Monday, February 6, 2012

Tim Sullivan: A Fantastic Era in Family History

“We don’t want to build things because they’re cool,” said Tim Sullivan, “but because they provide a better experience.” Sullivan, president and CEO of Ancestry.com, was joined onstage at RootsTech by Eric Shoup, senior vice president of product; Scott Sorensen, vice president of development; Ken Chahine, senior vice president of DNA; and Jonathan Young, senior vice president of technology. The panel presented the final RootsTech keynote, “Making the Most of Technology to Further the Family History Industry.”

Ancestry.com's Tim Sullivan, Eric Shoup, Scott Sorensen, Ken Chahine, and Jonathan Young

“What is the single thing that you think will be most different in 10 years,” Sullivan asked panelists. “A frictionless user experience so I can get on with the business of discovering my family history and not figuring out the website,” replied Scott Sorensen. The audience enthusiastically indicated their agreement.

Content Accessibility

That’s not to say that content is not important. Ancestry spent $21 million on content last year.

But in a recent study they found new users weren’t connecting to the content. Consequently, Ancestry is developing a new image viewer. The trappings around the image are minimal. Ancestry demonstrated the viewer for us. It is currently in beta test on the 1911 English Census but will soon be available on 1930.

Ancestry.com's new image viewer utilizes highlights and popups to make the record more accessible

Semantic Extraction

Ancestry also showed technology it has developed to make city directories more accessible. Normal OCR produces “a bag of words.” Ancestry’s semantic extraction software takes the bag of words and classifies areas of the image that contain names. It recognizes that the image is a city directory and that surnames are printed first. It picks out the names and puts them together.

Ancestry showed us a live demo. It took a couple of minutes, but the software successfully extracted the names from an image.
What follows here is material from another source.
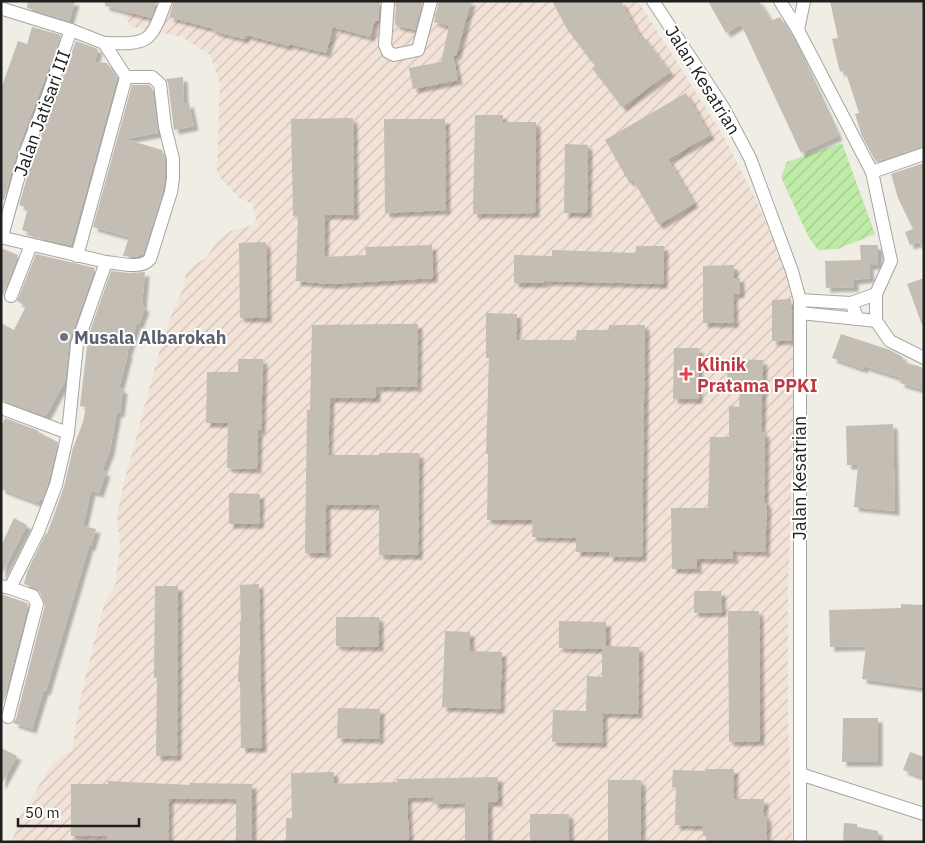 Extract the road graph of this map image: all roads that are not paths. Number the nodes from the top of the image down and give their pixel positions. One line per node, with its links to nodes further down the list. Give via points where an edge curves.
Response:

Ancestry.com is making city directories searchable

“Clearly those are examples of technology behind the scenes to make the user experience easier,” said Sullivan.

DNA

Ken Chahine and other panelists were obviously excited about the “Soon to Be Launched but We’re Not Going to Say Anything About it DNA Product.”

”We’re in the midst of a revolution that most people are not aware of,” Chahine said. We’re going to be able to tell what town an ancestor lived in and when they lived there. Chahine and his team of computational biologists are utilizing the rate at which gene mutations occur and analyzing millions of genetic markers from living people. Sorensen and his team will develop software to implement the resulting models. Ancestry will utilize cloud computing to implement massively parallel algorithms to analyze users’ DNA.

Mobile

Eric Shoup said the acceptance of the Ancestry mobile app has also inspired Ancestry regarding people’s interaction with the computer. Since its introduction, the app has been downloaded 2 million times. That’s more than Ancestry’s 1.2 million worldwide subscribers.

Sixty percent of downloaders are registering for an Ancestry account. Two million hints have been accepted via mobile. One million photos have been uploaded. Twelve percent of all visits are from mobile devices. “This totally blows me away.”

“Mobile is the future. It is our most personal device,” he said. “we’re going to start building our new products on mobile first.” This forces them to understand better what the user truly wants.

“Innovations today are coming at a faster pace than anytime I have ever seen,” said Sullivan. “We’re in a fantastic era right now in family history.”

1 comment:

  1. Thanks for such a great recap of the Ancestry.com presentation at RootsTech. I was there and was just electrified with excitement.